Once the line containing "Digitize the connectivity" has been written out, stop; until then, restate each line of the entries below word for word from the first.

Data provided
BEGIN

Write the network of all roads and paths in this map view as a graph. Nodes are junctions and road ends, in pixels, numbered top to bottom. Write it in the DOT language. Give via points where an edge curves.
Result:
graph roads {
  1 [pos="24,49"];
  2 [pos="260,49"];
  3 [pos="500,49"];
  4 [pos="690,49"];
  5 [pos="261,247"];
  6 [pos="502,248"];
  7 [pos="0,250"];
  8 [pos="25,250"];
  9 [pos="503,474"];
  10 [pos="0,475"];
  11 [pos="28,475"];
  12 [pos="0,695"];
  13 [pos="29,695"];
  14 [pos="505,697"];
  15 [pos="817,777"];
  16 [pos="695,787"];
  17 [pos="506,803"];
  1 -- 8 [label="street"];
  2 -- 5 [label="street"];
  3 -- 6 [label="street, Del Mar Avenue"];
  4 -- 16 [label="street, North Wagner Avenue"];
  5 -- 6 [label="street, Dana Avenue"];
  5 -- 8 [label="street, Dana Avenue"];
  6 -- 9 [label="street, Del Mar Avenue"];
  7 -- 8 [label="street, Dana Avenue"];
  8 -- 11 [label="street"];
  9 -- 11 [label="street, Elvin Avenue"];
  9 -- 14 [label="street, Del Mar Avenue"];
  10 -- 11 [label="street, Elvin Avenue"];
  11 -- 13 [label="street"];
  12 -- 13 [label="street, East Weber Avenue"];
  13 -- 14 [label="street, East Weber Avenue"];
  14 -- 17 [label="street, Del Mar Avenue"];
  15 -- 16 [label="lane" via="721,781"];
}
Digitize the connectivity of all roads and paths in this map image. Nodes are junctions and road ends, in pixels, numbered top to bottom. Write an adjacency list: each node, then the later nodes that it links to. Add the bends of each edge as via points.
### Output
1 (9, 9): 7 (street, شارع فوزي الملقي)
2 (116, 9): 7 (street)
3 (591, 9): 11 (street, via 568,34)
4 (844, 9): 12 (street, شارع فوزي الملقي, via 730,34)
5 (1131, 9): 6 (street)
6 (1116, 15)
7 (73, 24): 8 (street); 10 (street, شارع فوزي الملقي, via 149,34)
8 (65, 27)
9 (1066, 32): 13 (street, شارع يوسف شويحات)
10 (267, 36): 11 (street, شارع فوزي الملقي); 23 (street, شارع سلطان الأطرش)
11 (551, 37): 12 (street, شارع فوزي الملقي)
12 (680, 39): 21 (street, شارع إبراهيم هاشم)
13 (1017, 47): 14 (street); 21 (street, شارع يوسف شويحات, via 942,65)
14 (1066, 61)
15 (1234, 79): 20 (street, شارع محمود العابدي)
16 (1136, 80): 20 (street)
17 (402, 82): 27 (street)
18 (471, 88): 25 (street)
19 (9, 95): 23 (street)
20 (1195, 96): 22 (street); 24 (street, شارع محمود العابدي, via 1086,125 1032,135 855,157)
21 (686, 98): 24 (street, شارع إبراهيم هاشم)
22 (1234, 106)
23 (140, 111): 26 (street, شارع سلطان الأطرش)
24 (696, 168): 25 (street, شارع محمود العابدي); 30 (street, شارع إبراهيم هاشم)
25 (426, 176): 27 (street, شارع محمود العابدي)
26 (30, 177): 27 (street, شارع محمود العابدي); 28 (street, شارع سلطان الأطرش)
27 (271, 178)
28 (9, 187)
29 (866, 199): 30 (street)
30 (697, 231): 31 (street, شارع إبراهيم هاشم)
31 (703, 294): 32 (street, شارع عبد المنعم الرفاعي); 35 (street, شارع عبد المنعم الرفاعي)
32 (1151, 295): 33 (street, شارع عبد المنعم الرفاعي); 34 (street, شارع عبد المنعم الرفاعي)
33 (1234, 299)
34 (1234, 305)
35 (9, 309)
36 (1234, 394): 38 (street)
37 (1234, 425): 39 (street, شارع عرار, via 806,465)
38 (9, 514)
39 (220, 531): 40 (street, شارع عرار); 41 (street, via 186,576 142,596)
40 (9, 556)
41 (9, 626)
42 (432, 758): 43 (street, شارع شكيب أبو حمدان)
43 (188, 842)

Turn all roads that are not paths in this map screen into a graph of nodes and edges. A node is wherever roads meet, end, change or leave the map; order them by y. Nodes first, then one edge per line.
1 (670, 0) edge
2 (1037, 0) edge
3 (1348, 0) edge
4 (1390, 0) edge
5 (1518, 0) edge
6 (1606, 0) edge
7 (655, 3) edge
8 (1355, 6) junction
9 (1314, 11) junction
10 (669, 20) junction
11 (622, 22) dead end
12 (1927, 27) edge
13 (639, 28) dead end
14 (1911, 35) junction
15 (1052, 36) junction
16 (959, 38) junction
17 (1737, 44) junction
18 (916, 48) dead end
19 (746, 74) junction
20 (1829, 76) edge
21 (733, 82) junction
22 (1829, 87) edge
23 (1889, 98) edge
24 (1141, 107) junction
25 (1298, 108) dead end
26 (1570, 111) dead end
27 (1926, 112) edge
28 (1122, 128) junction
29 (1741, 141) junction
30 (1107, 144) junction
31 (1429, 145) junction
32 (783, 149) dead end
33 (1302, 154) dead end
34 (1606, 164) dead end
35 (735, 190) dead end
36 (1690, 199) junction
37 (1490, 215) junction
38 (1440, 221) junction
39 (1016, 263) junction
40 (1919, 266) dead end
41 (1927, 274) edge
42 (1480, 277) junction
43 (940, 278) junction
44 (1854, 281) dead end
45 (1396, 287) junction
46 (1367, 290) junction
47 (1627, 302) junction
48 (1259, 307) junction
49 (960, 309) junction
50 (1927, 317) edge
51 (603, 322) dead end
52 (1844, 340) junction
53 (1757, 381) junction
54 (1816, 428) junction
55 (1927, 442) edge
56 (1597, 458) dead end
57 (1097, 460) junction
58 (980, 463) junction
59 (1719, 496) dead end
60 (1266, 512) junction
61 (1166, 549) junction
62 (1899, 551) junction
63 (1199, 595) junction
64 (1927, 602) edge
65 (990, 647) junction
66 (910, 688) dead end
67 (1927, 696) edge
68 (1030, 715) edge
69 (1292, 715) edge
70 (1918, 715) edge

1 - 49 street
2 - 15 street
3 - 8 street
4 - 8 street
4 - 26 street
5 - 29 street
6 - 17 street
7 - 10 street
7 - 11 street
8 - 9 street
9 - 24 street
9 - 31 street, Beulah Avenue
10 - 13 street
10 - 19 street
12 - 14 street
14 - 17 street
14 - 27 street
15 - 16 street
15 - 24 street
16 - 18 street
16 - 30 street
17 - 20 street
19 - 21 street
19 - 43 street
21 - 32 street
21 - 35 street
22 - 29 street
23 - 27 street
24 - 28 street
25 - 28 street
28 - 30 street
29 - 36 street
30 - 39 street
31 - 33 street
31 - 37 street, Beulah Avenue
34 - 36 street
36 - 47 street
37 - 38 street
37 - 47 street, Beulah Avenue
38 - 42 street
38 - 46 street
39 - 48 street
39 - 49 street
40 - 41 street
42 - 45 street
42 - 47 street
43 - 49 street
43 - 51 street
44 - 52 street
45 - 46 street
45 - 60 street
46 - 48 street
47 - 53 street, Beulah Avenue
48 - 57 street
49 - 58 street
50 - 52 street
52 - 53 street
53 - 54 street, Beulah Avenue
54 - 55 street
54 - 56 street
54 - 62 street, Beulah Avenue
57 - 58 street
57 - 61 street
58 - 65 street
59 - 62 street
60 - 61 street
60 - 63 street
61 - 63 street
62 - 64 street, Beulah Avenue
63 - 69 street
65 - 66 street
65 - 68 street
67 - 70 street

END

Answer to the exercise
Write the network of all roads and paths in this map view as a graph. Nodes are junctions and road ends, in pixels, numbered top to bottom. Write it in the DOT language. Give via points where an edge curves.
Result:
graph roads {
  1 [pos="24,49"];
  2 [pos="260,49"];
  3 [pos="500,49"];
  4 [pos="690,49"];
  5 [pos="261,247"];
  6 [pos="502,248"];
  7 [pos="0,250"];
  8 [pos="25,250"];
  9 [pos="503,474"];
  10 [pos="0,475"];
  11 [pos="28,475"];
  12 [pos="0,695"];
  13 [pos="29,695"];
  14 [pos="505,697"];
  15 [pos="817,777"];
  16 [pos="695,787"];
  17 [pos="506,803"];
  1 -- 8 [label="street"];
  2 -- 5 [label="street"];
  3 -- 6 [label="street, Del Mar Avenue"];
  4 -- 16 [label="street, North Wagner Avenue"];
  5 -- 6 [label="street, Dana Avenue"];
  5 -- 8 [label="street, Dana Avenue"];
  6 -- 9 [label="street, Del Mar Avenue"];
  7 -- 8 [label="street, Dana Avenue"];
  8 -- 11 [label="street"];
  9 -- 11 [label="street, Elvin Avenue"];
  9 -- 14 [label="street, Del Mar Avenue"];
  10 -- 11 [label="street, Elvin Avenue"];
  11 -- 13 [label="street"];
  12 -- 13 [label="street, East Weber Avenue"];
  13 -- 14 [label="street, East Weber Avenue"];
  14 -- 17 [label="street, Del Mar Avenue"];
  15 -- 16 [label="lane" via="721,781"];
}
Digitize the connectivity of all roads and paths in this map image. Nodes are junctions and road ends, in pixels, numbered top to bottom. Write an adjacency list: each node, then the later nodes that it links to. Add the bends of each edge as via points.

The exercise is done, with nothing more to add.